##### Exercise inputs

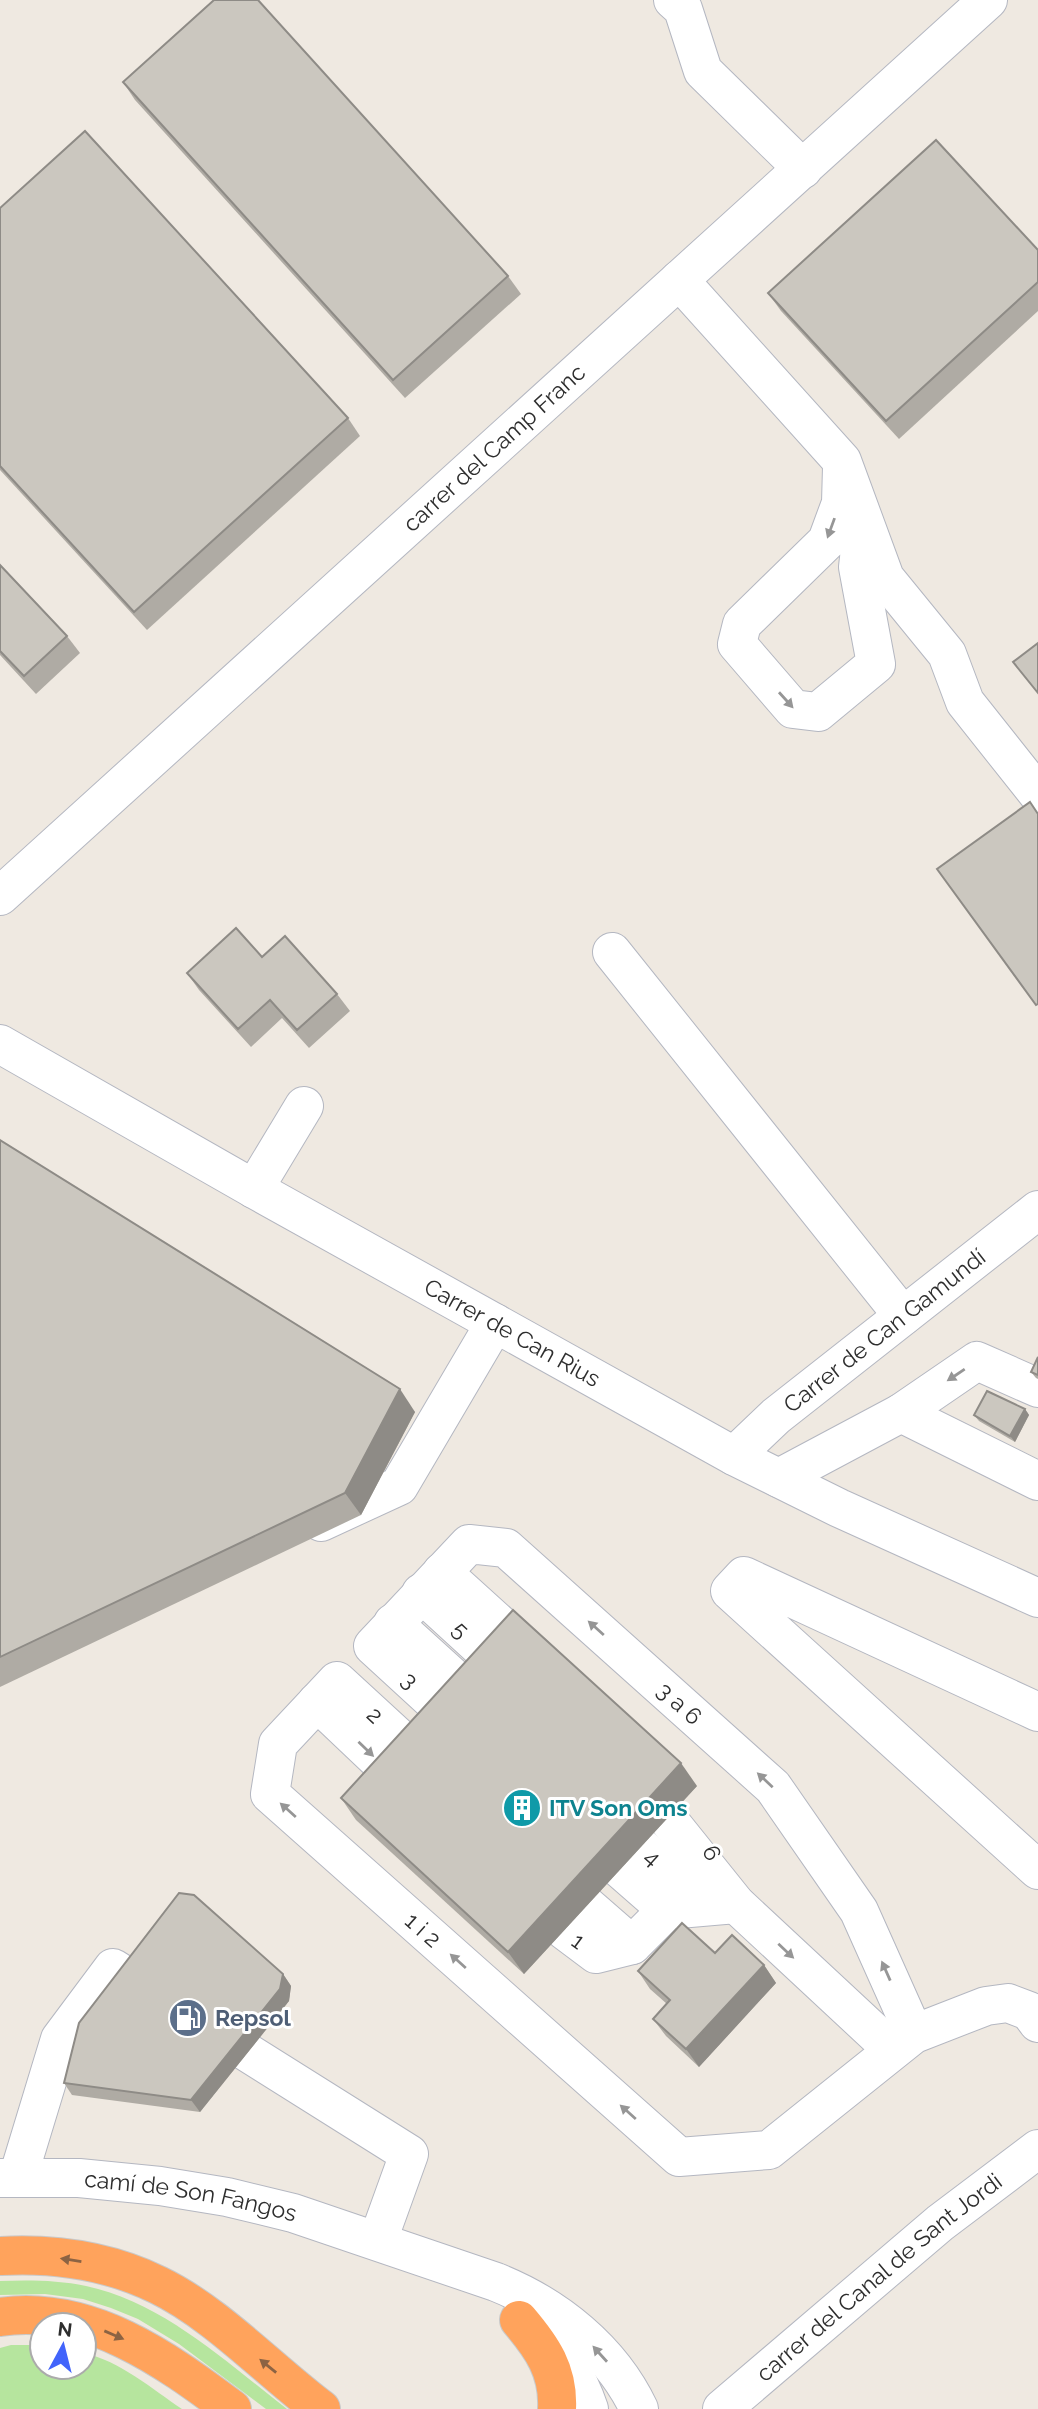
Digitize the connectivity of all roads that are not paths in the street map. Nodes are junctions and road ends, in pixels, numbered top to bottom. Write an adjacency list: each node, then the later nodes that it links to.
1 (673, 0): 3 (street)
2 (966, 7): 3 (street, carrer del Camp Franc)
3 (803, 169): 4 (street, carrer del Camp Franc)
4 (679, 280): 5 (street); 8 (street, carrer del Camp Franc)
5 (842, 461): 6 (street); 6 (street, one-way to 6)
6 (863, 517): 7 (street)
7 (1038, 794)
8 (0, 896)
9 (612, 952): 14 (street)
10 (0, 1044): 12 (street, Carrer de Can Rius)
11 (304, 1106): 12 (street)
12 (254, 1189): 15 (street, Carrer de Can Rius)
13 (1038, 1210): 14 (street, Carrer de Can Gamundí)
14 (903, 1316): 18 (street, Carrer de Can Gamundí)
15 (495, 1323): 18 (street, Carrer de Can Rius); 21 (street)
16 (1038, 1388): 17 (street, one-way to 17)
17 (901, 1413): 19 (street); 20 (street)
18 (734, 1456): 19 (street, Carrer de Can Rius)
19 (779, 1478): 23 (street, Carrer de Can Rius)
20 (1038, 1481)
21 (292, 1535)
22 (432, 1582): 24 (street, 5); 26 (street, 3 a 6); 34 (street, 3 a 6, one-way to 22)
23 (1038, 1598)
24 (549, 1690)
25 (1038, 1712): 30 (street)
26 (506, 1747)
27 (622, 1758): 31 (street)
28 (456, 1811): 34 (street, 1 i 2, one-way to 28)
29 (506, 1855): 32 (street)
30 (1038, 1870)
31 (736, 1904): 32 (street); 32 (street, 4); 34 (street, one-way to 34)
32 (667, 1910)
33 (1038, 2023): 34 (street)
34 (903, 2042)
35 (1038, 2149): 46 (street, carrer del Canal de Sant Jordi)
36 (9, 2178): 37 (street, camí de Son Fangos); 37 (street)
37 (378, 2240): 40 (street); 45 (street, one-way to 37)
38 (0, 2256): 41 (highway, one-way to 38)
39 (0, 2317): 42 (highway, one-way to 42)
40 (519, 2320): 43 (highway); 44 (street)
41 (324, 2406)
42 (232, 2409)
43 (556, 2409)
44 (589, 2409)
45 (639, 2409)
46 (722, 2409)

##########

**Exercise**
Each record above must be retyped exactly as given, with the images excluded.

**Solution for this problem**
Digitize the connectivity of all roads that are not paths in the street map. Nodes are junctions and road ends, in pixels, numbered top to bottom. Write an adjacency list: each node, then the later nodes that it links to.
1 (673, 0): 3 (street)
2 (966, 7): 3 (street, carrer del Camp Franc)
3 (803, 169): 4 (street, carrer del Camp Franc)
4 (679, 280): 5 (street); 8 (street, carrer del Camp Franc)
5 (842, 461): 6 (street); 6 (street, one-way to 6)
6 (863, 517): 7 (street)
7 (1038, 794)
8 (0, 896)
9 (612, 952): 14 (street)
10 (0, 1044): 12 (street, Carrer de Can Rius)
11 (304, 1106): 12 (street)
12 (254, 1189): 15 (street, Carrer de Can Rius)
13 (1038, 1210): 14 (street, Carrer de Can Gamundí)
14 (903, 1316): 18 (street, Carrer de Can Gamundí)
15 (495, 1323): 18 (street, Carrer de Can Rius); 21 (street)
16 (1038, 1388): 17 (street, one-way to 17)
17 (901, 1413): 19 (street); 20 (street)
18 (734, 1456): 19 (street, Carrer de Can Rius)
19 (779, 1478): 23 (street, Carrer de Can Rius)
20 (1038, 1481)
21 (292, 1535)
22 (432, 1582): 24 (street, 5); 26 (street, 3 a 6); 34 (street, 3 a 6, one-way to 22)
23 (1038, 1598)
24 (549, 1690)
25 (1038, 1712): 30 (street)
26 (506, 1747)
27 (622, 1758): 31 (street)
28 (456, 1811): 34 (street, 1 i 2, one-way to 28)
29 (506, 1855): 32 (street)
30 (1038, 1870)
31 (736, 1904): 32 (street); 32 (street, 4); 34 (street, one-way to 34)
32 (667, 1910)
33 (1038, 2023): 34 (street)
34 (903, 2042)
35 (1038, 2149): 46 (street, carrer del Canal de Sant Jordi)
36 (9, 2178): 37 (street, camí de Son Fangos); 37 (street)
37 (378, 2240): 40 (street); 45 (street, one-way to 37)
38 (0, 2256): 41 (highway, one-way to 38)
39 (0, 2317): 42 (highway, one-way to 42)
40 (519, 2320): 43 (highway); 44 (street)
41 (324, 2406)
42 (232, 2409)
43 (556, 2409)
44 (589, 2409)
45 (639, 2409)
46 (722, 2409)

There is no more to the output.